President Obama said Sunday that the worst mistake he has made in the White House was failing to plan properly for aftermath of the ouster of Libyan dictator Moammar Gadhafi, a remark that highlights a failure by then-Secretary of State Hillary Clinton.
“Failing to plan for the day after what I think was the right thing to do with intervening in Libya,” Obama said, when asked by “Fox News Sunday” host Chris Wallace to name his worst mistake in office.
With other members of the North Atlantic Treaty Organization, the United States led a bombing campaign against Gadhafi’s forces in support of rebels working to oust the dictator. In the wake of Gaddafi’s overthrow and death, rebel militias fell into infighting, leaving Libya divided between rebel fiefdoms and groups that include supports of the Islamic State in Syria and Iraq.

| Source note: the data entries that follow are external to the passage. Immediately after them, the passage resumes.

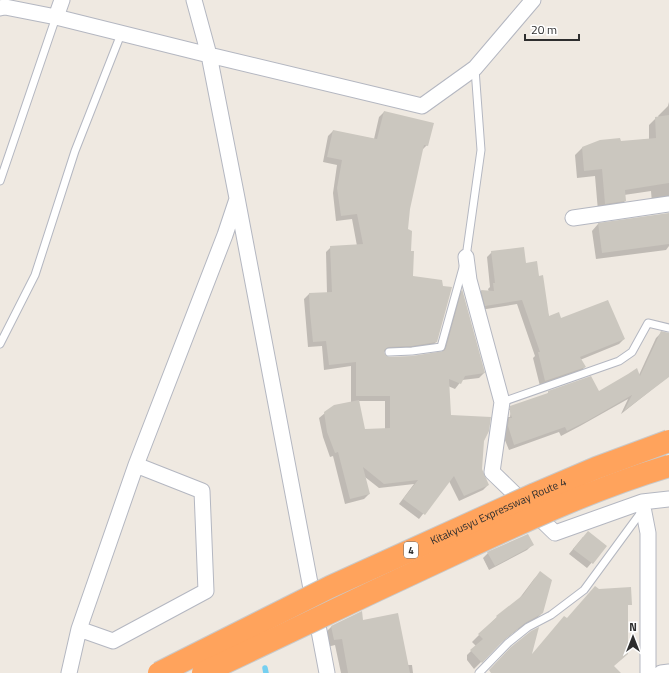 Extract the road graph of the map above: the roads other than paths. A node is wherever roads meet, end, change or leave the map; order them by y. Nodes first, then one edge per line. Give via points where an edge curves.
1 (62, 0) edge
2 (194, 0) edge
3 (533, 0) edge
4 (0, 8) edge
5 (56, 17) junction
6 (122, 34) junction
7 (209, 56) junction
8 (475, 68) junction
9 (1, 177) edge
10 (237, 198) junction
11 (669, 204) edge
12 (573, 218) dead end
13 (466, 257) junction
14 (669, 328) edge
15 (0, 344) edge
16 (388, 352) dead end
17 (502, 402) junction
18 (669, 441) edge
19 (136, 465) junction
20 (669, 466) edge
21 (669, 499) edge
22 (643, 506) junction
23 (79, 629) junction
24 (669, 672) edge
25 (69, 673) edge
26 (159, 673) edge
27 (203, 673) edge
28 (327, 673) edge
29 (479, 673) edge
30 (648, 673) edge
31 (661, 673) edge

1 - 5 street
2 - 7 street
3 - 8 street
4 - 5 street
5 - 6 street
5 - 9 lane
6 - 7 street
6 - 15 lane via 75,152 35,275
7 - 8 street via 422,106
7 - 10 street
8 - 13 lane via 481,150
10 - 19 street
10 - 28 street
11 - 12 street
13 - 16 lane via 441,347
13 - 17 street via 469,280
14 - 17 lane via 648,323 632,352 619,361
17 - 22 street via 492,472 555,533
18 - 26 highway, Kitakyusyu Expressway Route 4 / 4, bridge via 596,468 514,503 330,587
19 - 23 street
19 - 23 street via 202,491 206,591 112,641
20 - 27 highway, Kitakyusyu Expressway Route 4 / 4, bridge via 540,514
21 - 22 street
22 - 29 lane via 584,590 551,615 528,627 508,643
22 - 30 street via 648,533
23 - 25 street
24 - 31 street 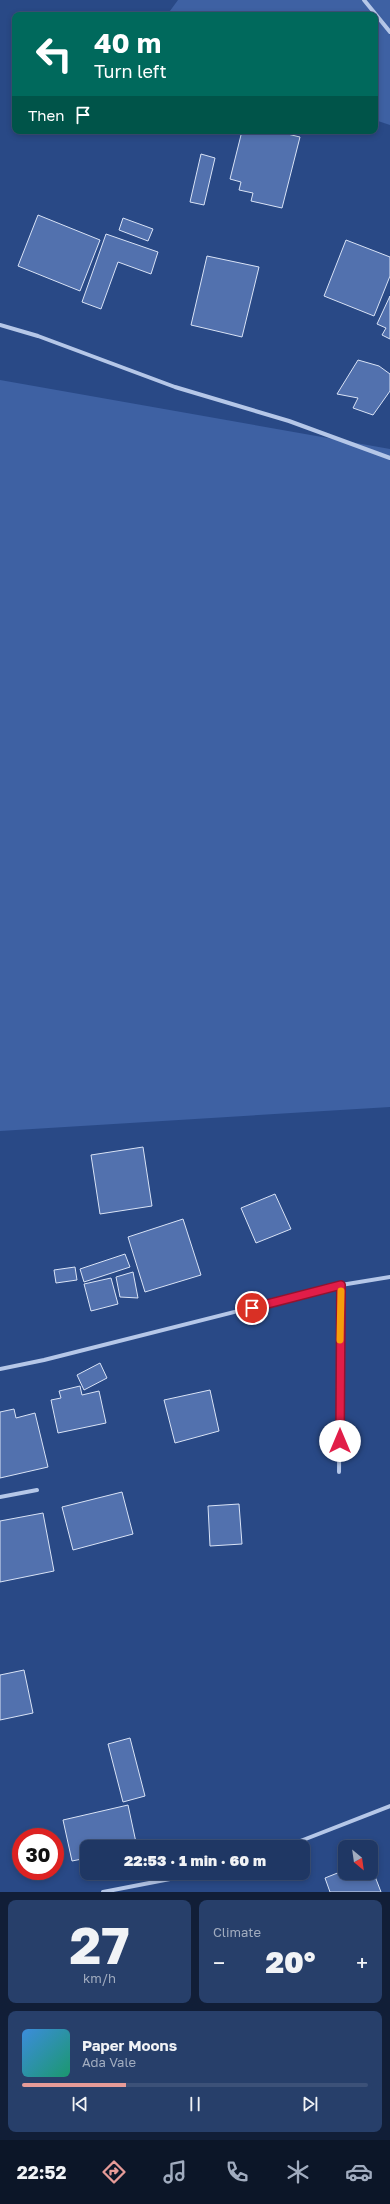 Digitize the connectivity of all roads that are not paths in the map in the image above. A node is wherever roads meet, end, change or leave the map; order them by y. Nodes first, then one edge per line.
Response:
1 (364, 0) edge
2 (374, 12) edge
3 (378, 17) edge
4 (390, 32) edge
5 (0, 324) edge
6 (390, 458) edge
7 (390, 1277) edge
8 (341, 1285) junction
9 (0, 1369) edge
10 (339, 1472) dead end
11 (37, 1490) dead end
12 (0, 1497) edge
13 (390, 1806) edge
14 (303, 1840) edge
15 (165, 1880) edge
16 (103, 1892) edge

1 - 2 street
3 - 4 street
5 - 6 street
7 - 8 street
8 - 9 street
8 - 10 street
11 - 12 street
13 - 14 street
15 - 16 street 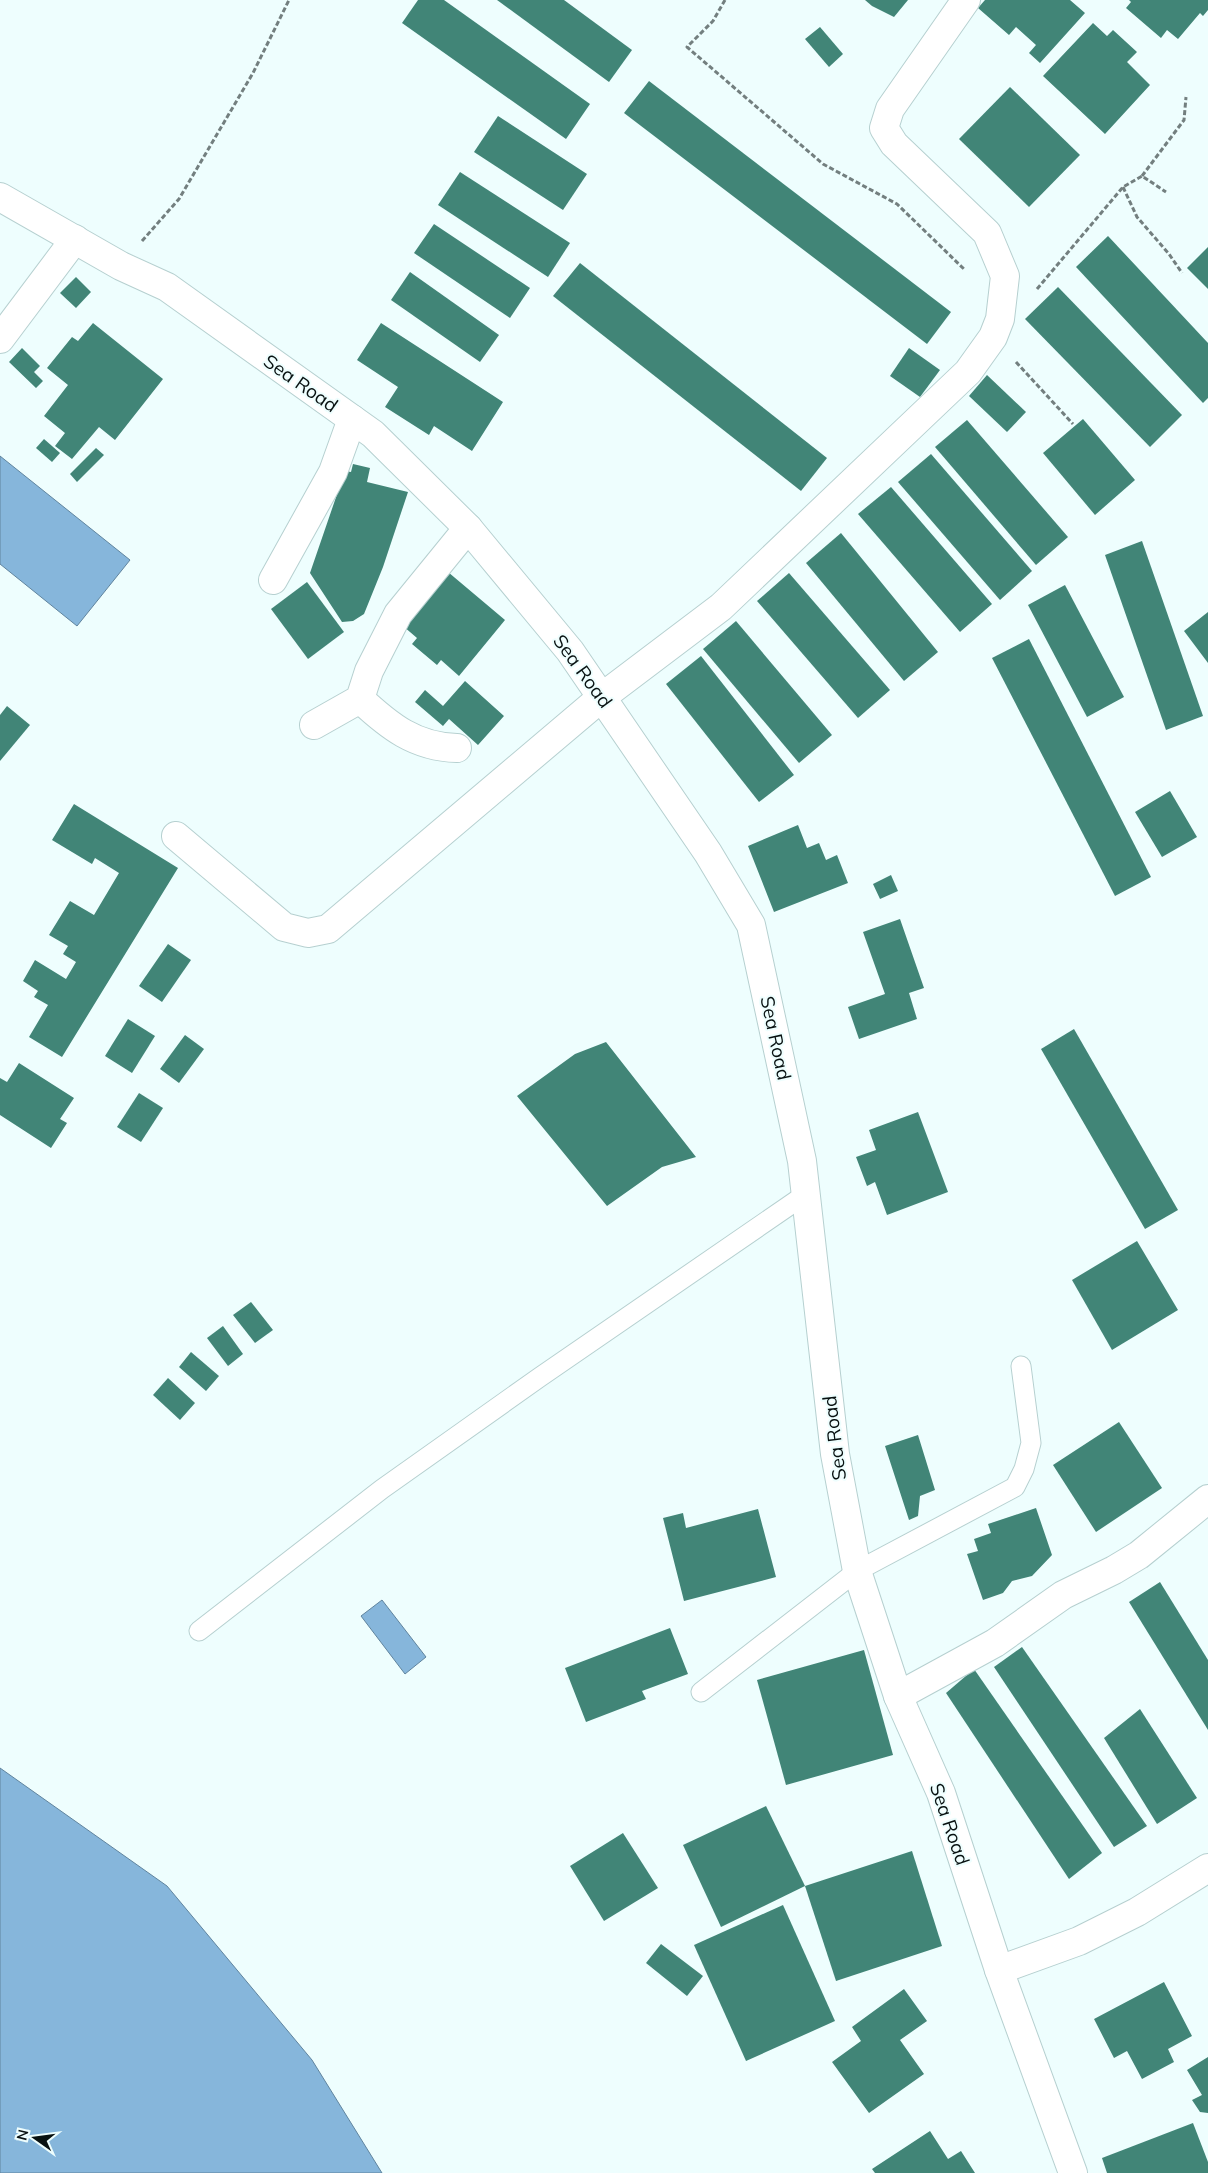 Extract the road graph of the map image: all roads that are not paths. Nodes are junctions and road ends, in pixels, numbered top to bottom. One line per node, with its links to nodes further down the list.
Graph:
1 (966, 0): 8 (main road)
2 (0, 197): 3 (main road, Sea Road)
3 (75, 239): 4 (main road); 5 (main road, Sea Road)
4 (0, 340)
5 (352, 419): 6 (main road, Sea Road); 7 (main road)
6 (468, 528): 8 (main road, Sea Road); 9 (main road)
7 (273, 580)
8 (602, 697): 12 (main road); 13 (main road, Sea Road)
9 (360, 699): 10 (main road); 11 (main road)
10 (314, 725)
11 (457, 748)
12 (176, 836)
13 (806, 1194): 16 (main road, Sea Road); 17 (lane)
14 (1021, 1366): 16 (lane)
15 (1208, 1499): 19 (main road)
16 (857, 1571): 18 (lane); 19 (main road, Sea Road)
17 (199, 1631)
18 (701, 1692)
19 (898, 1696): 21 (main road, Sea Road)
20 (1208, 1868): 21 (main road)
21 (999, 1970): 22 (main road, Sea Road)
22 (1073, 2173)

Clinton has bragged about her role in advocating regime change in Libya. As secretary of state, she oversaw American efforts to plan for the aftermath of the campaign. Most Republicans and Democrats in Congress also supported military action in Libya.
In congressional testimony in October, Clinton highlighted Libya’s first elections, but said little about the lack of a functioning democratic government in the country, which has two competing, ineffectual parliaments and administrations that each claim power to run the country.
Obama did not mention Clinton’s role in the fiasco. Elsewhere in the interview, he praised her work in the State Department.
In the interview, conducted while walking with Wallace at the University of Chicago after a sit-down interview, Obama said his “best day” in office was the day that he signed the Affordable Care Act. He said his worst day was one on which he traveled to Newtown, Conn., after the mass shooting of children and teachers at Sandy Hook elementary school in December 2012.